COMPUTER FOCUSSED LEARNING HAS ITS LIMITATIONS
It seems that the thrust of education is toward developing opportunities for students to progress through the practise of technology supported learning . Devices from electronic smart boards to computers, iPads and other devices are front and centre. More and more schools are developing a “bring your open device” policy when it comes to technology. It seems that the children are increasingly immersed in technologically focused learning.
There is a place for technology in our schools. However if devices replace teachers it will be to the detriment of education. The best learning outcomes are achieved through direct interaction. When using computers and iPads, children can easily log out of learning and go onto some amusement or games application.
Approach to lessons and learning needs to be based on time and organisation. There needs to be a patterned and ordered approach to learning. Taking teachers out of the equation and replacing them with computer controlled programs, detracts from education.

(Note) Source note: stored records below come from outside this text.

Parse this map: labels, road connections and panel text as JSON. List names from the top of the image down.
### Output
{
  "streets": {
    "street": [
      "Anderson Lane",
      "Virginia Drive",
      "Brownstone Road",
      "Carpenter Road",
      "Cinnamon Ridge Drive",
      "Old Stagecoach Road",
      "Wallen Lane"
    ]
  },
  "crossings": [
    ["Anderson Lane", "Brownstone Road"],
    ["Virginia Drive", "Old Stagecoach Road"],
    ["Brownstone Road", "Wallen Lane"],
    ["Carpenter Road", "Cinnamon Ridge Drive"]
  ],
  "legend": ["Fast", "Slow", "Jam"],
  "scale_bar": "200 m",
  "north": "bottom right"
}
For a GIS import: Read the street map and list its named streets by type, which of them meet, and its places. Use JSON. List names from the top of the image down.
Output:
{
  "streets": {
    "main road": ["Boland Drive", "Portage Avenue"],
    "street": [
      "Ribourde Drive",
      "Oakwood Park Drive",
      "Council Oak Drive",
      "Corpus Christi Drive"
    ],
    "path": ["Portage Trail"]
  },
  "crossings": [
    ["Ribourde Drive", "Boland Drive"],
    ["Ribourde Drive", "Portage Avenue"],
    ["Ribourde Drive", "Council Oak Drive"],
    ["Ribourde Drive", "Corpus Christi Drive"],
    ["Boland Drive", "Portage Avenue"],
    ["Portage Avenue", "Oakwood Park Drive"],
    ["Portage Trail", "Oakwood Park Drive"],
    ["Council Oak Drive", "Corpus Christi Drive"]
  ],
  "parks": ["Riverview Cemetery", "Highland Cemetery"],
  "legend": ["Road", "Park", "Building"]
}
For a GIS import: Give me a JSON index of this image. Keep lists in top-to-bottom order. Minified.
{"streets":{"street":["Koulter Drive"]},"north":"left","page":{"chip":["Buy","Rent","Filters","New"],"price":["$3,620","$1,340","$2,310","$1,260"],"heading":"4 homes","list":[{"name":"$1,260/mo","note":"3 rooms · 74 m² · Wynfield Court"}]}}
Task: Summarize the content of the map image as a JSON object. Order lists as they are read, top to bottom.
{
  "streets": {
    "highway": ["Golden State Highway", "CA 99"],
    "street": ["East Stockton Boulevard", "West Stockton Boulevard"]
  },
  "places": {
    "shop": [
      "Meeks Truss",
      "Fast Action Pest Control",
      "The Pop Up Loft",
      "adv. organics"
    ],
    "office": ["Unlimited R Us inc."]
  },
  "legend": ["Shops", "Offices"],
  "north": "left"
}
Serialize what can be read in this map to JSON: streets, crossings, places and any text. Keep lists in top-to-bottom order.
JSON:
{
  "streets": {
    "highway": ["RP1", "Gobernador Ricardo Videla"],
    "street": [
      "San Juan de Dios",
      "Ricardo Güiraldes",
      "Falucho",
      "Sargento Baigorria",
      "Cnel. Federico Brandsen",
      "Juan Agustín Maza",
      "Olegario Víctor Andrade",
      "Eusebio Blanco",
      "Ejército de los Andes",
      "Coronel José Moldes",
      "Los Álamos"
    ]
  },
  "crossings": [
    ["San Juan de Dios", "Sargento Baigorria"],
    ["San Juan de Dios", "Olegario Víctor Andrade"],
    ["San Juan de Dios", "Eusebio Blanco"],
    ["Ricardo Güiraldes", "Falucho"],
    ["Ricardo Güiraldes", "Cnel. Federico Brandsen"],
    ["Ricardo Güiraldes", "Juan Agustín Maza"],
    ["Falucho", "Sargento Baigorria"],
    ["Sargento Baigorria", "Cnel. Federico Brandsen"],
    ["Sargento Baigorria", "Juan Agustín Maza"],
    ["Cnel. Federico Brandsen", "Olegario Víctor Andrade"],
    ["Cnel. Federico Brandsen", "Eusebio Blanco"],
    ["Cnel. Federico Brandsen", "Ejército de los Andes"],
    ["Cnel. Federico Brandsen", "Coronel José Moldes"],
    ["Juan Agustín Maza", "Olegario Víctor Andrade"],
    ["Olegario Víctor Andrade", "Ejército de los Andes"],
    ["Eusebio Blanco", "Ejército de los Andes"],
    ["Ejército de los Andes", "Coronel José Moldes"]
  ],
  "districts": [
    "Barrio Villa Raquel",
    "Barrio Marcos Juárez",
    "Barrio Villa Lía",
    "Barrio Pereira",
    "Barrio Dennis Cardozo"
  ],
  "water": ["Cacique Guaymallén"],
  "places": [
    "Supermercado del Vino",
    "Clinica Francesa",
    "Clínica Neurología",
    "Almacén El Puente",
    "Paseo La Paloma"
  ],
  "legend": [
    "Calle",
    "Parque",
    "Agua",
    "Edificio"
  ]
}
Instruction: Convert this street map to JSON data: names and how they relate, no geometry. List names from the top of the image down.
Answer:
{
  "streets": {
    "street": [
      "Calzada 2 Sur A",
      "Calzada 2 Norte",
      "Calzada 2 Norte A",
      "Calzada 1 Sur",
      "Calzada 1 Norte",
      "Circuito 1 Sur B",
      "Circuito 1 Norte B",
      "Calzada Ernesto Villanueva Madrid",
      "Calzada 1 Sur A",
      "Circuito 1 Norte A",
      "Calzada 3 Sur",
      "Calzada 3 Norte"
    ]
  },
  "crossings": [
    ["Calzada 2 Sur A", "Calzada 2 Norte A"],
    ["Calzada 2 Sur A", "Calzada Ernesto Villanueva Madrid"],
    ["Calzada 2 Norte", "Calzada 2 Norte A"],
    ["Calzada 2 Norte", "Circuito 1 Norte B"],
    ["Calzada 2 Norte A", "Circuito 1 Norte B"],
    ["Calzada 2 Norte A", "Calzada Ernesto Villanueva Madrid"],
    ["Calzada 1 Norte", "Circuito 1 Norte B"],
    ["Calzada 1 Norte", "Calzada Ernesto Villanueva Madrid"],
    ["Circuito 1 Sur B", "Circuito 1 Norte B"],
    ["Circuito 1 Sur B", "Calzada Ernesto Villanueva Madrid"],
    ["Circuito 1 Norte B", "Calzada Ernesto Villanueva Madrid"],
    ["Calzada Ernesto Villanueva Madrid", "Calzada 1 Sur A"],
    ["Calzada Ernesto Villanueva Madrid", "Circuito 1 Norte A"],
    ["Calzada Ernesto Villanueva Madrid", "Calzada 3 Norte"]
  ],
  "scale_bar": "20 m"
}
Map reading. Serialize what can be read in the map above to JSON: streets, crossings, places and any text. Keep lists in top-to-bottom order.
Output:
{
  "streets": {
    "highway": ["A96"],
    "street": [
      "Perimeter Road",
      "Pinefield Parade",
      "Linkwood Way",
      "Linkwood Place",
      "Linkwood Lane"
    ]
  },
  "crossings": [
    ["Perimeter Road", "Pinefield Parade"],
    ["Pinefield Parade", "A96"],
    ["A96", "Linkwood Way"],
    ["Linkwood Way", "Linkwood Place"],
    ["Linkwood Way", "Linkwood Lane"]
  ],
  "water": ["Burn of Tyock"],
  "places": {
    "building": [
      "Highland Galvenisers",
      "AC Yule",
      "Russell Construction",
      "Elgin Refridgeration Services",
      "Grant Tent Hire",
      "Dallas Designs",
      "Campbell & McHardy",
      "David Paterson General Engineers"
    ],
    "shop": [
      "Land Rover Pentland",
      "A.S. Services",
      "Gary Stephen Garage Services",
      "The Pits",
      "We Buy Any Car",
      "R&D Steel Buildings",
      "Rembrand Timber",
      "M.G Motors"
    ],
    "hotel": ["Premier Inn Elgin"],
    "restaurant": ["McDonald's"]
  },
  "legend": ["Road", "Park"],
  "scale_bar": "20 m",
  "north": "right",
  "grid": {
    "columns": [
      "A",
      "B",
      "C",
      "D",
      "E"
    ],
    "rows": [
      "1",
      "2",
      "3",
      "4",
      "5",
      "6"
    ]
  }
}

The emphasis in the NT is toward Direct Instruction (DI). Concern about poor educational outcomes has lead to a revival of this instructional method. “The Direct instruction strategy is highly teacher-directed and is among the most commonly used. This strategy is effective for providing information or developing step-by-step skills. It also works well for introducing other teaching methods, or actively involving students in knowledge construction.” (Instructional strategies online, Saskatoon Public Schools)
Explicit teaching, lectures, drills, specific questioning, demonstration and the guiding of listening, reading, viewing and thinking are direct instructional practices. DI is about close interaction of teachers with students to enhance teaching and learning opportunities. Computers and iPads by their very nature can put distance between students and teachers. If their use is not carefully managed they can become a distraction.
A very important part of teaching and learning is the way body language and facial expression impact on classroom outcomes. Teachers can sense confidence about what if being taught through student responses. Similarly, students can sense how their teachers feel about work being completed. Shared personal contact within classrooms is a very important part of learning. Computer based education does not allow students or teachers to appreciate body language or facial expressions.
Technology has its place in education as a support to learning. However classroom focus should be about interaction between teachers and students. Replacing teachers with computers will impact negatively on the quality of learning and educational outcomes.